— EXERCISE INSTRUCTIONS —
Copy the lines below that contain "wrist".

— DATA FOR ANALYSIS —
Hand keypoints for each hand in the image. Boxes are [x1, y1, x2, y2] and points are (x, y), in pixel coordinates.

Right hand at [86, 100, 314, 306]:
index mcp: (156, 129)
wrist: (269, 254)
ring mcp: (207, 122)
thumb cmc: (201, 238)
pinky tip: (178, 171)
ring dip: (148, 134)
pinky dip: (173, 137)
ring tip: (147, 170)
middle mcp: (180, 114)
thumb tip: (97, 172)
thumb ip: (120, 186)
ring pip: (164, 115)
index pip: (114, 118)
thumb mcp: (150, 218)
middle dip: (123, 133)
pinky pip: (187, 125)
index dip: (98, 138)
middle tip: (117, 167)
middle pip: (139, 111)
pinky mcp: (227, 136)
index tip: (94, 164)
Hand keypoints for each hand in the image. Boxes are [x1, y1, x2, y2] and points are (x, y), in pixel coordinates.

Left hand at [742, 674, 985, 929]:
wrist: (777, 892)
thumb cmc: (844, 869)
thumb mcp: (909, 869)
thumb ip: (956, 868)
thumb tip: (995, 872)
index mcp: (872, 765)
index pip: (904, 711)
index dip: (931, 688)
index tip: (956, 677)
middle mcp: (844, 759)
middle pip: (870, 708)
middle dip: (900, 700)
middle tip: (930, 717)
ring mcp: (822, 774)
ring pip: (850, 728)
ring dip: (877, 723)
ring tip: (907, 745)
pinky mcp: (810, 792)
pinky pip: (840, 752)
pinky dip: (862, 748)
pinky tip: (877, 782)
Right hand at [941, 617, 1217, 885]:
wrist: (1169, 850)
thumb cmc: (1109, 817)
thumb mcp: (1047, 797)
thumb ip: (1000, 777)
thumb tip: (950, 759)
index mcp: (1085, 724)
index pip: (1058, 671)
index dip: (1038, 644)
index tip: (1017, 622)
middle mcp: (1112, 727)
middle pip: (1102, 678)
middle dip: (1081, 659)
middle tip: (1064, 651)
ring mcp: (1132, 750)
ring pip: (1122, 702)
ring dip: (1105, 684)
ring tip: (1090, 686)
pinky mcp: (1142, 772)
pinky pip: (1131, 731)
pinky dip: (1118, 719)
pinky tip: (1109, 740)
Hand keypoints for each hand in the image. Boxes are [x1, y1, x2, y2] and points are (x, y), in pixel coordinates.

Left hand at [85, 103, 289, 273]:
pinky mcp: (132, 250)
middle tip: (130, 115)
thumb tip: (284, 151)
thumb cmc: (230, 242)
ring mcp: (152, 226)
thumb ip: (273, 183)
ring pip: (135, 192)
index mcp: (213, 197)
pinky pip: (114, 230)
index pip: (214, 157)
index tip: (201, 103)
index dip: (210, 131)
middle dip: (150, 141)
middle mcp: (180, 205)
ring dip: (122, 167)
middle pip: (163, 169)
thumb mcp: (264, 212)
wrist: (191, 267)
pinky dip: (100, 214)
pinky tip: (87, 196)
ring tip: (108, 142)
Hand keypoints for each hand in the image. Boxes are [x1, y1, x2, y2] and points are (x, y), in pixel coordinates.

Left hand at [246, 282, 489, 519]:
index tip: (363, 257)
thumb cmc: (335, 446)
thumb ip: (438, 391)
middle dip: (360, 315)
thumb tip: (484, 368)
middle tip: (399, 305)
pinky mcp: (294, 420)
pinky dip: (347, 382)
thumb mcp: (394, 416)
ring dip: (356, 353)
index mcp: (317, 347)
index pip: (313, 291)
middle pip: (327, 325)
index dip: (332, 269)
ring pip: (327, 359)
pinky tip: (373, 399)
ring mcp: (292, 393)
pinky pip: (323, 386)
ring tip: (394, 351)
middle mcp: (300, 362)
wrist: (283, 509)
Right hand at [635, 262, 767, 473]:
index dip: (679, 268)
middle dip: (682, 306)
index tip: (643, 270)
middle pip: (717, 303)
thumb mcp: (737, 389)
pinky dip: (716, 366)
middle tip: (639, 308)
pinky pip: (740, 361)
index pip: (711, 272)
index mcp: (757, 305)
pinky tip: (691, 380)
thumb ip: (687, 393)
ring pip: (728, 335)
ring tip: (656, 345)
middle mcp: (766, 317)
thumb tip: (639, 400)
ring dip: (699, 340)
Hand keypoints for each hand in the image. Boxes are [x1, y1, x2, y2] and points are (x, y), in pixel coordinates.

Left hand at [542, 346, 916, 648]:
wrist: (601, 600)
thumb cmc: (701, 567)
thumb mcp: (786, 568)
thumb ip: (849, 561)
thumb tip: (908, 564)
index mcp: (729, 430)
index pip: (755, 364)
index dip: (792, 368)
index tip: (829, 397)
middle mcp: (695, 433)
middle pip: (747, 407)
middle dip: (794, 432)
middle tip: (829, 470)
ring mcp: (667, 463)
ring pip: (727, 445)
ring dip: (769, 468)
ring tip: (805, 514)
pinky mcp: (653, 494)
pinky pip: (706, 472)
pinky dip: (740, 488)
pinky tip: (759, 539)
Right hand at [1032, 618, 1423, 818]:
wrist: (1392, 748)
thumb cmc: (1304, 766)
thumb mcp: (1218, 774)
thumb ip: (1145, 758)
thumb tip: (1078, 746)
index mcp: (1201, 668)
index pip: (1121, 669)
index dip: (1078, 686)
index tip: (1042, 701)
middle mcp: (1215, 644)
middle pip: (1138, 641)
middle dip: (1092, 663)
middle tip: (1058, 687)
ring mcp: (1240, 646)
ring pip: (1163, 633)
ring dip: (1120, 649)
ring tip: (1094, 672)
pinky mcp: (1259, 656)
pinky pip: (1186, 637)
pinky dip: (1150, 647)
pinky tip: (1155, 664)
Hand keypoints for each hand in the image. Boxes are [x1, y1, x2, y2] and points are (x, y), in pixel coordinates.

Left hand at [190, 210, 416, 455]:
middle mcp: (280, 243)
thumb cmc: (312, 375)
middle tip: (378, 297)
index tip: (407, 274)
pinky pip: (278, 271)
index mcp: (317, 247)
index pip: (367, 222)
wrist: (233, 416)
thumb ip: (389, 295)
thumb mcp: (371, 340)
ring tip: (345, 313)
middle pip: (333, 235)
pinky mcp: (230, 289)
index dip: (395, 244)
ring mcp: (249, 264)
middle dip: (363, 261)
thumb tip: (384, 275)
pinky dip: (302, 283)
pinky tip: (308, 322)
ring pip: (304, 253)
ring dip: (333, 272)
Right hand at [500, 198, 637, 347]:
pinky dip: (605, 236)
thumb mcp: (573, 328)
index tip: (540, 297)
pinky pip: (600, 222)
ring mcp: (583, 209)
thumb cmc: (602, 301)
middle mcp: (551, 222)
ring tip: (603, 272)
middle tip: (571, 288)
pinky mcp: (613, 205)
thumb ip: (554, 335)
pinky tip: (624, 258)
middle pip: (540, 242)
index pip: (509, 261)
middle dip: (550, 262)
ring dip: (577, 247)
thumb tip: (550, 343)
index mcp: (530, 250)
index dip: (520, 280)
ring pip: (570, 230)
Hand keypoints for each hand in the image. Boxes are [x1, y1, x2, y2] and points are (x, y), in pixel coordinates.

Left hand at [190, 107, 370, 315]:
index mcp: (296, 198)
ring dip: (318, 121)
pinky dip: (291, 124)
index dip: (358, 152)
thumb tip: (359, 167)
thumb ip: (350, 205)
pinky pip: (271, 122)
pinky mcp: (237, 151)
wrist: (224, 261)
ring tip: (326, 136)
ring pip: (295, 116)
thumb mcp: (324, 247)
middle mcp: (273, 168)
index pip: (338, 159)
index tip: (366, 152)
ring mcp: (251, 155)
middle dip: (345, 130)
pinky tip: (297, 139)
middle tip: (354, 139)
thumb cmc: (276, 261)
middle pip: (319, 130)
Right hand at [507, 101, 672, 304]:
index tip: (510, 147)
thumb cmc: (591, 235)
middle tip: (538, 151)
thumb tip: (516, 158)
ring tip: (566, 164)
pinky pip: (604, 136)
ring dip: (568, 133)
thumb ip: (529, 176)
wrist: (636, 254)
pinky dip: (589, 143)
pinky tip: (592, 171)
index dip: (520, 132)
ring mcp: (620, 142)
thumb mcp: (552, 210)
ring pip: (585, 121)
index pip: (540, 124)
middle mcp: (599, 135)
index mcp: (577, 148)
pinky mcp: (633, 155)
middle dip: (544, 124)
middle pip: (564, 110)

— REPLY TO THE TASK —
wrist: (269, 254)
wrist: (777, 892)
wrist: (1169, 850)
wrist: (191, 267)
wrist: (283, 509)
wrist: (601, 600)
wrist: (1392, 748)
wrist: (233, 416)
wrist: (224, 261)
wrist: (636, 254)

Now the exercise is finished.